I’ve seen such models, lovingly created by architects who above all strive for structure and clarity. To quote Terry Eagleton (see column introduction on the right): “It was beautiful! A world purged of imperfection and indeterminacy. Countless acres of gleaming ice stretching to the horizon.”

Alas, such models also are no silver bullets. In fact, I’ve seen various projects get into serious trouble because of them. The main reasons are threefold: brittleness (see the aforementioned loosely coupled spaghetti link for an example), maintainability and performance. This column is going to address the last one of these, in order to present a pattern that is often overlooked, if not forgotten by strict-SOA-adepts.

A Story of Bottlenecks

At one time, a health insurance company had become enamoured by its beautiful layered IT-architecture, titled the `application structure standard’. They had created a design/architecture standard that told their developers to separate presentation layer from application layer (layered), to have data owned by one business function and served to others (silo), to keep data in one ‘master’ application (single source of truth) to prevent multiple confusing values in different systems, and use services (SOA) to connect these via an Enterprise Service Bus (ESB) so the business functions were loosely coupled. And they ordered flexible solutions that would be easy to adapt to different policy types and different clients. So, the standard said to make use of business rule engines (BRE) for the implementation of these.

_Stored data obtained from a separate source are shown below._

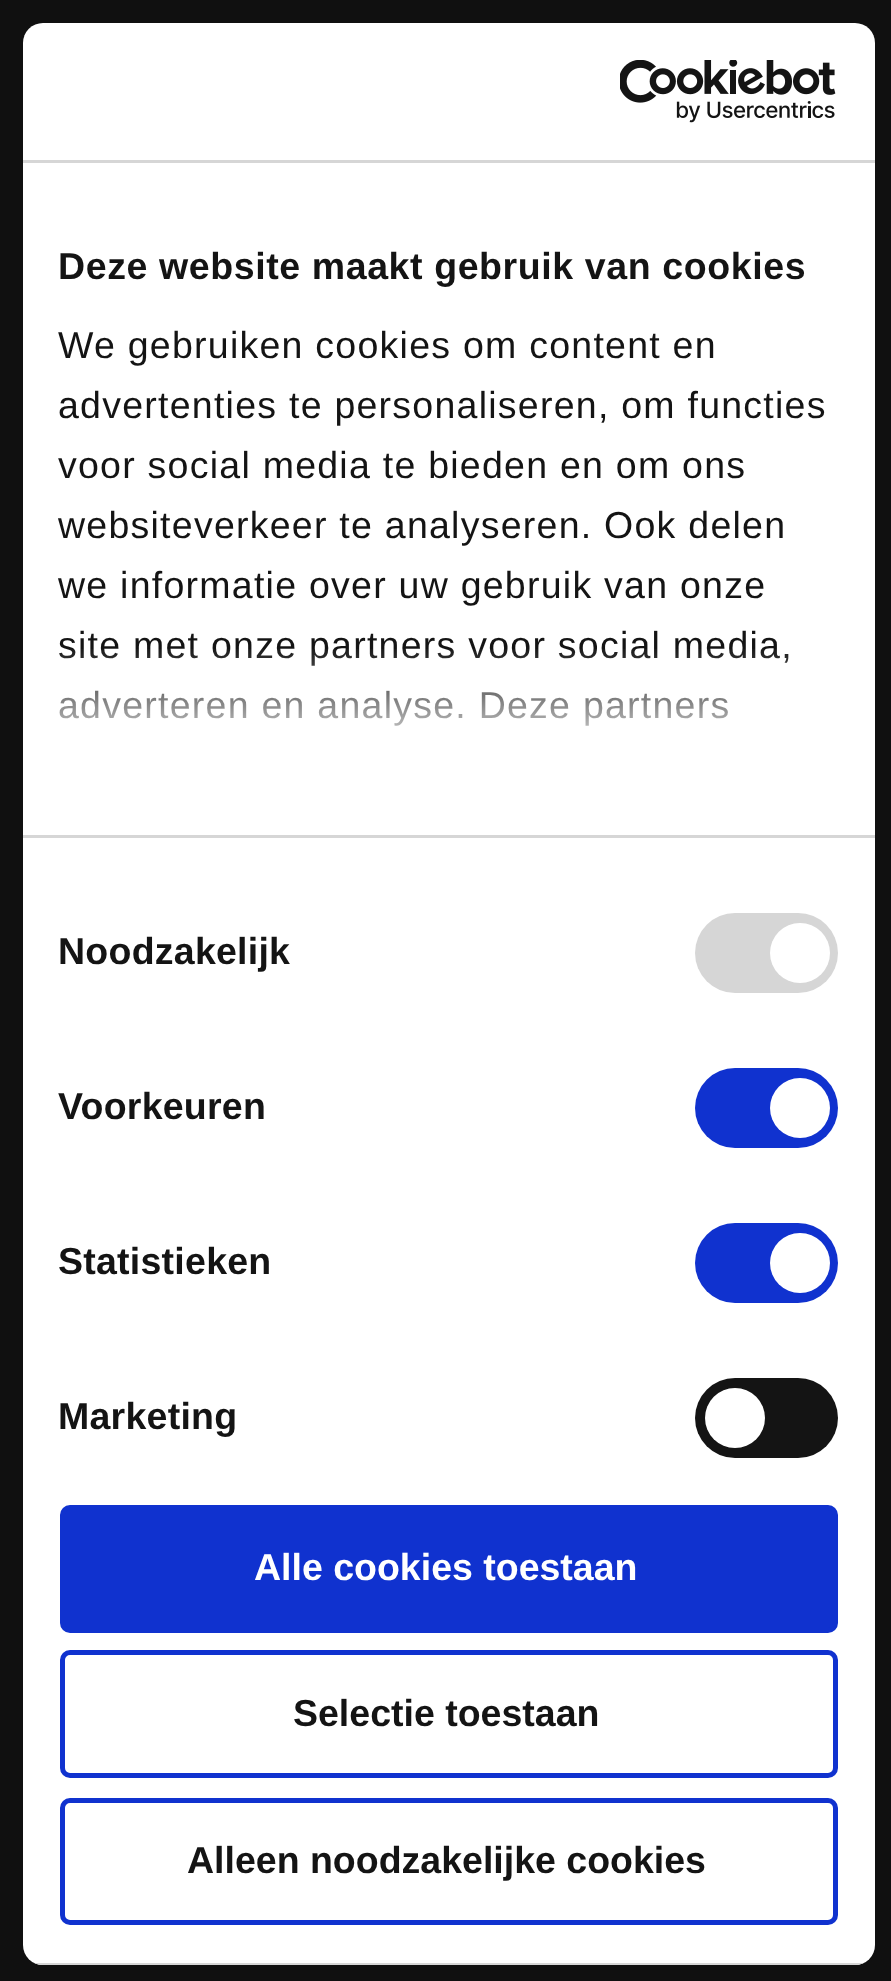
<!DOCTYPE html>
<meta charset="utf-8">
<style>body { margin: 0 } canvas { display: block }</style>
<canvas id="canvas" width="891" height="1981"></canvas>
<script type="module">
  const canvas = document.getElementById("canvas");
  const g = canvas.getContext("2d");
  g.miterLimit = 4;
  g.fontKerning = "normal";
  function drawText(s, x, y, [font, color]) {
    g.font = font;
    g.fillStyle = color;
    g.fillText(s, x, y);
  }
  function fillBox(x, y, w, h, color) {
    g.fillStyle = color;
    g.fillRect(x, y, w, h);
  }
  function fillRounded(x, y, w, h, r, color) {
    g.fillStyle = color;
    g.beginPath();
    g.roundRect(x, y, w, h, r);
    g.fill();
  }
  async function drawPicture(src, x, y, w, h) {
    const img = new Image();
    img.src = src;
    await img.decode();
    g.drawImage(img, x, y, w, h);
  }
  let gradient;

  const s1 = ["bold 37.5px Liberation Sans", "#141414"];
  const s2 = ["37.5px Liberation Sans", "#141414"];
  const s3 = ["bold 37.5px Liberation Sans", "#FFFFFF"];

  fillBox(0, 0, 891, 1981, "#101010");
  fillRounded(23, 23, 852, 1942, 20, "#FFFFFF");
  fillBox(23, 160, 852, 3, "#D6D6D6");
  await drawPicture("pic1.png", 620, 60, 216, 63);
  fillBox(23, 835, 852, 3, "#D6D6D6");
  g.letterSpacing = "0.6px";
  drawText("Deze website maakt gebruik van cookies", 58, 279, s1);
  g.letterSpacing = "1.25px";
  drawText("We gebruiken cookies om content en", 58, 358, s2);
  drawText("advertenties te personaliseren, om functies", 58, 418, s2);
  drawText("voor social media te bieden en om ons", 58, 478, s2);
  drawText("websiteverkeer te analyseren. Ook delen", 58, 538, s2);
  drawText("we informatie over uw gebruik van onze", 58, 598, s2);
  drawText("site met onze partners voor social media,", 58, 658, s2);
  drawText("adverteren en analyse. Deze partners", 58, 718, s2);
  gradient = g.createLinearGradient(431, 834, 431, 646);
  gradient.addColorStop(0, "#FFFFFF");
  gradient.addColorStop(0.5, "rgba(255, 255, 255, 0.8)");
  gradient.addColorStop(1, "rgba(255, 255, 255, 0)");
  g.fillStyle = gradient;
  g.fillRect(58, 649, 730, 77);
  g.letterSpacing = "0.25px";
  drawText("Noodzakelijk", 58, 964, s1);
  fillRounded(695, 913, 143, 80, 40, "#D6D6D6");
  g.fillStyle = "#FFFFFF";
  g.beginPath();
  g.arc(800, 953, 30, 0, Math.PI * 2);
  g.fill();
  drawText("Voorkeuren", 58, 1119, s1);
  fillRounded(695, 1068, 143, 80, 40, "#1032CF");
  g.fillStyle = "#FFFFFF";
  g.beginPath();
  g.arc(800, 1108, 30, 0, Math.PI * 2);
  g.fill();
  drawText("Statistieken", 58, 1274, s1);
  fillRounded(695, 1223, 143, 80, 40, "#1032CF");
  g.fillStyle = "#FFFFFF";
  g.beginPath();
  g.arc(800, 1263, 30, 0, Math.PI * 2);
  g.fill();
  drawText("Marketing", 58, 1429, s1);
  fillRounded(695, 1378, 143, 80, 40, "#141414");
  g.fillStyle = "#FFFFFF";
  g.beginPath();
  g.arc(735, 1418, 30, 0, Math.PI * 2);
  g.fill();
  g.save();
  g.beginPath();
  g.roundRect(23, 23, 852, 1942, 20);
  g.clip();
  fillBox(34, 1963, 830, 2, "#D6D6D6");
  g.restore();
  g.fillStyle = "#1032CF";
  g.beginPath();
  g.roundRect(62.5, 1507.5, 773, 123, 7.5);
  g.fill();
  g.strokeStyle = "#1032CF";
  g.lineWidth = 5;
  g.stroke();
  g.letterSpacing = "0px";
  drawText("Alle cookies toestaan", 254, 1580, s3);
  g.beginPath();
  g.roundRect(62.5, 1652.5, 773, 123, 7.5);
  g.stroke();
  drawText("Selectie toestaan", 293, 1726, s1);
  g.beginPath();
  g.roundRect(62.5, 1800.5, 773, 122, 7.5);
  g.stroke();
  drawText("Alleen noodzakelijke cookies", 187, 1873, s1);
</script>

Now, this health insurance company sold to employers, who provided this to their employees. And, being a successful insurer, they had lots and lots of clients. An insurer needs to receive the data (who is covered, who not, etc.) and the premiums from the employer. The system supporting the administration of premiums was old and needed to be retired. Given the unique nature of their setting, they had to build their own, they were unable to source this from a vendor.

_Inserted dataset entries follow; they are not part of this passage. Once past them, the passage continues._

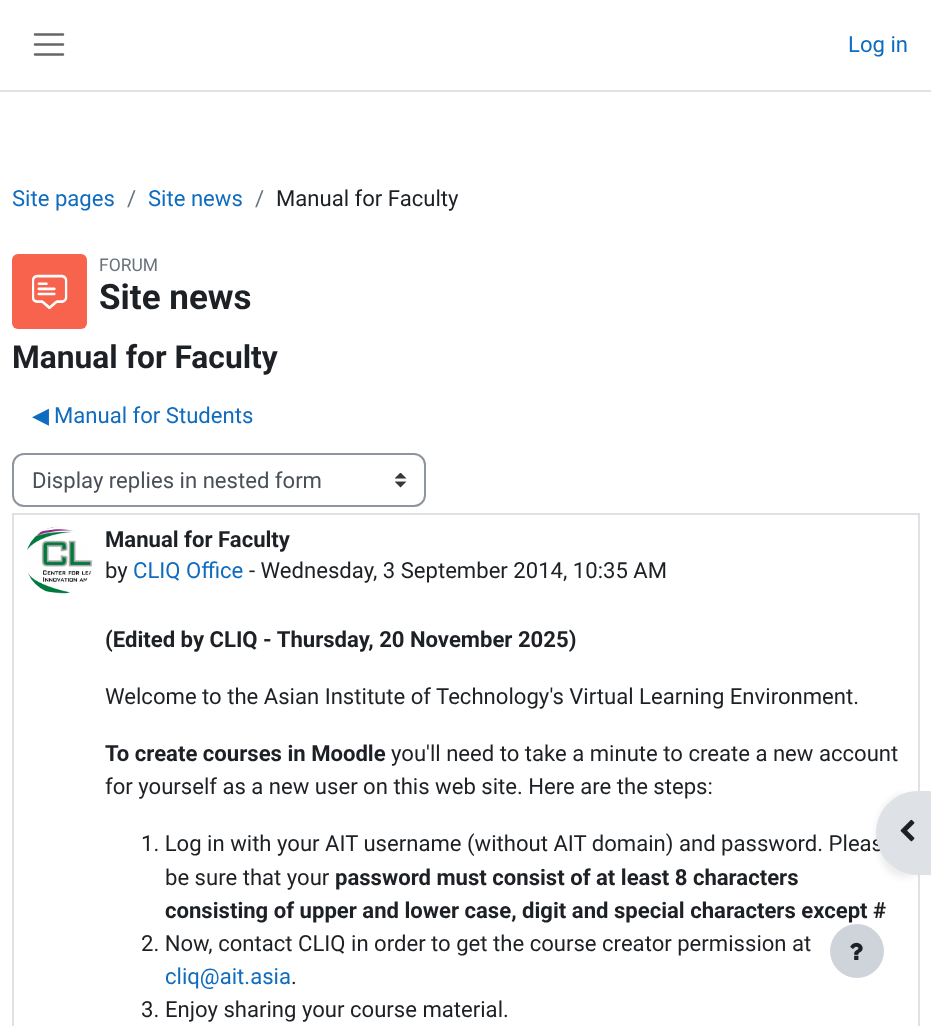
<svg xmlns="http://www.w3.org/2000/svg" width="931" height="1026">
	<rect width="100%" height="100%" fill="#FFFFFF" />
	<rect x="0" y="90" width="931" height="2" fill="#DEE2E6" />
	<path d="M35 34.5H63M35 44.5H63M35 54.5H63" fill="none" stroke="#666666" stroke-width="2.5" stroke-linecap="round" />
	<g font-family="Roboto" font-size="22.1" fill="#0F6CBF">
		<text x="848" y="52">Log in</text>
		<text x="12" y="206">Site pages</text>
	</g>
	<text x="127" y="206" font-family="Roboto" font-size="22.1" fill="#6A737B">/</text>
	<text x="148" y="206" font-family="Roboto" font-size="22.1" fill="#0F6CBF">Site news</text>
	<text x="255" y="206" font-family="Roboto" font-size="22.1" fill="#6A737B">/</text>
	<text x="276" y="206" font-family="Roboto" font-size="22.1" fill="#1D2125">Manual for Faculty</text>
	<rect x="12" y="254" width="75" height="75" rx="6" fill="#F7634D" />
	<image x="32" y="274" width="36" height="35" href="assets/img1.png" />
	<text x="99" y="271" font-family="Roboto" font-size="17.5" fill="#6A737B">FORUM</text>
	<text x="99" y="309" font-family="Roboto" font-size="35" font-weight="700" fill="#1D2125">Site news</text>
	<text x="12" y="368" font-family="Roboto" font-size="31.75" font-weight="700" fill="#1D2125">Manual for Faculty</text>
	<text x="32" y="423" font-family="DejaVu Sans" font-size="22.1" fill="#0F6CBF">◀︎</text>
	<text x="54" y="423" font-family="Roboto" font-size="22.1" fill="#0F6CBF">Manual for Students</text>
	<image x="395" y="473" width="12" height="15" href="assets/img2.png" />
	<rect x="13" y="454" width="412" height="52" rx="11" fill="none" stroke="#8F959E" stroke-width="2" />
	<text x="32" y="488" font-family="Roboto" font-size="22.1" fill="#495057">Display replies in nested form</text>
	<rect x="13" y="514" width="906" height="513" fill="none" stroke="#DEE2E6" stroke-width="2" />
	<image x="26" y="526" width="67" height="68" href="assets/img3.png" />
	<text x="105" y="547" font-family="Roboto" font-size="22.1" font-weight="700" fill="#1D2125">Manual for Faculty</text>
	<text x="105" y="578" font-family="Roboto" font-size="22.1" fill="#1D2125">by</text>
	<text x="133" y="578" font-family="Roboto" font-size="22.1" fill="#0F6CBF">CLIQ Office</text>
	<text x="249" y="578" font-family="Roboto" font-size="22.1" fill="#1D2125">- Wednesday, 3 September 2014, 10:35 AM</text>
	<text x="105" y="647" font-family="Roboto" font-size="22.1" font-weight="700" fill="#1D2125">(Edited by CLIQ - Thursday, 20 November 2025)</text>
	<text x="105" y="704" font-family="Roboto" font-size="22.1" fill="#1D2125">Welcome to the Asian Institute of Technology's Virtual Learning Environment.</text>
	<text x="105" y="761" font-family="Roboto" font-size="22.1" font-weight="700" fill="#1D2125">To create courses in Moodle</text>
	<g font-family="Roboto" font-size="22.1" fill="#1D2125">
		<text x="391" y="761">you'll need to take a minute to create a new account</text>
		<text x="105" y="794">for yourself as a new user on this web site. Here are the steps:</text>
		<text x="141" y="851">1. Log in with your AIT username (without AIT domain) and password. Pleas</text>
		<text x="165" y="885">be sure that your</text>
	</g>
	<g font-family="Roboto" font-size="22.1" font-weight="700" fill="#1D2125">
		<text x="335" y="885">password must consist of at least 8 characters</text>
		<text x="165" y="918">consisting of upper and lower case, digit and special characters except #</text>
	</g>
	<text x="141" y="951" font-family="Roboto" font-size="22.1" fill="#1D2125">2. Now, contact CLIQ in order to get the course creator permission at</text>
	<text x="165" y="984" font-family="Roboto" font-size="22.1" fill="#0F6CBF">cliq@ait.asia</text>
	<g font-family="Roboto" font-size="22.1" fill="#1D2125">
		<text x="291" y="984">.</text>
		<text x="141" y="1017">3.</text>
		<text x="165" y="1017">Enjoy sharing your course material.</text>
	</g>
	<rect x="876" y="794" width="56" height="84" rx="42" fill="#000000" fill-opacity="0.07" filter="blur(3px)" />
	<path d="M918 791H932V875H918C895 875 876 856 876 833C876 810 895 791 918 791Z" fill="#DEE2E6" />
	<image x="900" y="819" width="15" height="23" href="assets/img4.png" />
	<circle cx="857" cy="951" r="27" fill="#CED4DA" />
	<image x="850" y="942" width="13" height="18" href="assets/img5.png" />
</svg>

This Receive-Insurance-Premium system (in short: RIP) would receive information provided by the employer in a file, match this with the policy records of each insured employee using the BRE, and add a ‘money to be received’ entry in their accounting system. This was implemented as follows: for every record in the received file, go to the Insurance-Member-Policy system (IMP) that is being run by another business function, get the policy data, then check (using BRE rules) if the employer will pay the correct premium for this employee. When finished, add the totals in the accounting system as a ‘receivable’, while sending the employer a message containing the problem cases and ask them to update their records and make an additional payment (or receive an additional payback).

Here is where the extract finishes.